What you really really need is a string of bits. This is simply an array of convenient types. I suggest <stdint.h> and simply using uint32_t[125000] (or 64) to get started. This actually might be a great use of the more obscure constants from that header that pick out bit sizes that are fast on a given platform.
To be more specific we would need to know more about your goals. Is this for practice in a specific language? For some investigation into number theory? If the latter, why not just use a language that already supports Bignum's, like Ruby?
Then the storage is someone else's problem. But, if what you really want to do is implement a big number package, then I might suggest using bcd (4-bit) strings or even ordinary ascii 8-bit strings with printable digits, simply because things will be easier to write and debug and maximum space and time efficiency may not matter so much.
I'd recommend storing it as an array of short ints, one per digit, and then carefully write utility classes to add and subtract portions of the number. You'll end up moving from this array of ints to floats and back, but you need a 'perfect' way of storing the number - so use its exact representation. This isn't the most efficient way in terms of space, but a million ints isn't very big.
It's all in the way you use the representation. Decide how you're going to 'work with' this number, and write some good utility functions.
If you're willing to tolerate computing pi in hex instead of decimal, there's a very cute algorithm that allows you to compute a given hexadecimal digit without knowing the previous digits. This means, by extension, that you don't need to store (or be able to do computation with) million digit numbers.
Of course, if you want to get the nth decimal digit, you will need to know all of the hex digits up to that precision in order to do the base conversion, so depending on your needs, this may not save you much (if anything) in the end.
Unless you're writing this purely for fun and/or learning, I'd recommend using a library such as GNU Multiprecision. Look into the mpf_t data type and its associated functions for storing arbitrary-precision floating-point numbers.

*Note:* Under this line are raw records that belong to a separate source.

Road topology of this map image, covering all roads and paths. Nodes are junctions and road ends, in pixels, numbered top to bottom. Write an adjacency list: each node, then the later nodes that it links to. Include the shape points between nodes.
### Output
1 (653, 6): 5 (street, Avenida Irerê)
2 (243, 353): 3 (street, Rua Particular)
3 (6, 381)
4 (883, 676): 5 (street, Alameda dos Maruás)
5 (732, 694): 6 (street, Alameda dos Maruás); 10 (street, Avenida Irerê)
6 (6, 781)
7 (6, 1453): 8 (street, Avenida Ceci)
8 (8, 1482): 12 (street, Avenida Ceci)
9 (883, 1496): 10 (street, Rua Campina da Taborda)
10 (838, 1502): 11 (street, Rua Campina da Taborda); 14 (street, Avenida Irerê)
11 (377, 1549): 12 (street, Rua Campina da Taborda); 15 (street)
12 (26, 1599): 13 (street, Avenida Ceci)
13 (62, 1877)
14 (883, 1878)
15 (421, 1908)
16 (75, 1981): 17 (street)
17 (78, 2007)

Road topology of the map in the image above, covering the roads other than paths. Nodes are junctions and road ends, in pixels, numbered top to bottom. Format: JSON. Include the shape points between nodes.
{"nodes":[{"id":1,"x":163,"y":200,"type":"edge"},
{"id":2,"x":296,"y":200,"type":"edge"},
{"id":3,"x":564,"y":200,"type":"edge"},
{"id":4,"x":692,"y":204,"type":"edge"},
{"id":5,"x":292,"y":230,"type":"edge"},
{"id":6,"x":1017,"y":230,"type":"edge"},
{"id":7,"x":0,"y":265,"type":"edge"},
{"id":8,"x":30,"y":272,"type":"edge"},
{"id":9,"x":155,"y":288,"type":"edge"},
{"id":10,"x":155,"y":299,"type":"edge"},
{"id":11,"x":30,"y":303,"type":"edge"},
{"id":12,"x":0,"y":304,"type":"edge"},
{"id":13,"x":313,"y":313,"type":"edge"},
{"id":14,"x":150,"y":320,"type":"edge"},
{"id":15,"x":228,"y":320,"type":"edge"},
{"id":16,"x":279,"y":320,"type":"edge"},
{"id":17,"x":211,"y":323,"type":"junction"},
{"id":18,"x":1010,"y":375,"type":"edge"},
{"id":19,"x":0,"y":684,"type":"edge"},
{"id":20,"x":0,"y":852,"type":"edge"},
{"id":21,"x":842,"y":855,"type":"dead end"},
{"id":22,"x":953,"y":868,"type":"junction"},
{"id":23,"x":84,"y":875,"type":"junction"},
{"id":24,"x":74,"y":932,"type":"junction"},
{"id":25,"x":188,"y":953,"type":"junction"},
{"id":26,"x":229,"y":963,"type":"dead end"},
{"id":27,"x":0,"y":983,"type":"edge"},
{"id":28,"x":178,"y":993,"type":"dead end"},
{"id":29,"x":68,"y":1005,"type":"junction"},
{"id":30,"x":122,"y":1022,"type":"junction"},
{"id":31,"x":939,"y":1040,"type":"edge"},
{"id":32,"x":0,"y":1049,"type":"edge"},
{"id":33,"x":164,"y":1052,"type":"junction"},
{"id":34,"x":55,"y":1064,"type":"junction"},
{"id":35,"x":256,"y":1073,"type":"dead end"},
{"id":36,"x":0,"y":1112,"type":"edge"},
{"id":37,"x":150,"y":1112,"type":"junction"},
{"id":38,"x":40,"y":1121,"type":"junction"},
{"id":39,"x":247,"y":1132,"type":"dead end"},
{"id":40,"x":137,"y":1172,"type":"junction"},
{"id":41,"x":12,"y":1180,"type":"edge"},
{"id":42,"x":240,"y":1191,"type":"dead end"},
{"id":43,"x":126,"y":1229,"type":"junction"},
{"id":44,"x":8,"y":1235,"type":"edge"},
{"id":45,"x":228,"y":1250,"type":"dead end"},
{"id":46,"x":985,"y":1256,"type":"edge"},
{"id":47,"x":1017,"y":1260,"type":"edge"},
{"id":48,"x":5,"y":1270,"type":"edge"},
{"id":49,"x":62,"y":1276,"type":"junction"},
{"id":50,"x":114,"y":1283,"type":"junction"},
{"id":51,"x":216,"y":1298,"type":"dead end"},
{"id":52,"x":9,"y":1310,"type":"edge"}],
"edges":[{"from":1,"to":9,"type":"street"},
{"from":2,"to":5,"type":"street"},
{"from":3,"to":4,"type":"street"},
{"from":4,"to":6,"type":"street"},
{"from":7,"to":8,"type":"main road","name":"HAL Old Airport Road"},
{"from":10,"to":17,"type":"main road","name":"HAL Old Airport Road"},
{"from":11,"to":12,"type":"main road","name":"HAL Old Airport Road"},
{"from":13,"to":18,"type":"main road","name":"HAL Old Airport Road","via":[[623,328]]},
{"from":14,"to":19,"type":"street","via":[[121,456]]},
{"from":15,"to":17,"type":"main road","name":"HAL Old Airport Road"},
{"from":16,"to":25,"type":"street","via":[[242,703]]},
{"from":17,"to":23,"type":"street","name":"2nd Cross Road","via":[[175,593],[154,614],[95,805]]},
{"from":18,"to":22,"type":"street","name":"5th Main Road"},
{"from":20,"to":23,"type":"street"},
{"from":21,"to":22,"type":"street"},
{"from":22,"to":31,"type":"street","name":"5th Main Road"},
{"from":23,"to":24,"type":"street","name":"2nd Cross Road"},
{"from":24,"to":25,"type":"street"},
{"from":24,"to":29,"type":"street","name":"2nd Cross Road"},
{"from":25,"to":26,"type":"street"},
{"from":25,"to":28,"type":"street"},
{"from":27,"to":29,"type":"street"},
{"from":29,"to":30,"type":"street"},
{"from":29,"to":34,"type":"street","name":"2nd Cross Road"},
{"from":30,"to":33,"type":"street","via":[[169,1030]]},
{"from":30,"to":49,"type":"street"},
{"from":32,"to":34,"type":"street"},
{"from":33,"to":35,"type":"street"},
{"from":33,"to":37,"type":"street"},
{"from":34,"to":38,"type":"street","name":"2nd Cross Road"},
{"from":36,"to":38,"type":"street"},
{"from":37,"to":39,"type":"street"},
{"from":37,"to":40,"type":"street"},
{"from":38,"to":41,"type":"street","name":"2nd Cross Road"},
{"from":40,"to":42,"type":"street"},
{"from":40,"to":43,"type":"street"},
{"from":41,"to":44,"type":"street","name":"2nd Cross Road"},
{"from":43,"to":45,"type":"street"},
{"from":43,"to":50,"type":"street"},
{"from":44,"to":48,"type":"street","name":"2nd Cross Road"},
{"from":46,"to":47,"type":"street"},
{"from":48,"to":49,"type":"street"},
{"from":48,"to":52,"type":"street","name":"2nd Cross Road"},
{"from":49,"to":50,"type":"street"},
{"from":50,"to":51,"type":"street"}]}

If you are just doing this for fun/learning, then represent numbers as an array of chars, which each array element storing one decimal digit. You'll have to implement long addition, long multiplication, etc.
Try PARI/GP, see wikipedia.
You could store its decimals digits as text in a file and mmap it to an array.
i once worked on an application that used really large numbers (but didnt need good precision). What we did was store the numbers as logarithms since you can store a pretty big number as a log10 within an int.
Think along this lines before resorting to bit stuffing or some complex bit representations.
I am not too good with complex math, but i reckon there are solutions which are elegant when storing numbers with millions of bits of precision.
IMO, any programmer of arbitrary precision arithmetics needs understanding of base conversion. This solves anyway two problems: being able to calculate pi in hex digits and converting the stuff to decimal representation and as well finding the optimal container.
The dominant constraint is the number of correct bits in the multiplication instruction.
In Javascript one has always 53-bits of accuracy, meaning that a Uint32Array with numbers having max 26 bits can be processed natively. (waste of 6 bits per word).
In 32-bit architecture with C/C++ one can easily get A*B mod 2^32, suggesting basic element of 16 bits. (Those can be parallelized in many SIMD architectures starting from MMX). Also each 16-bit result can contain 4-digit decimal numbers (wasting about 2.5 bits) per word.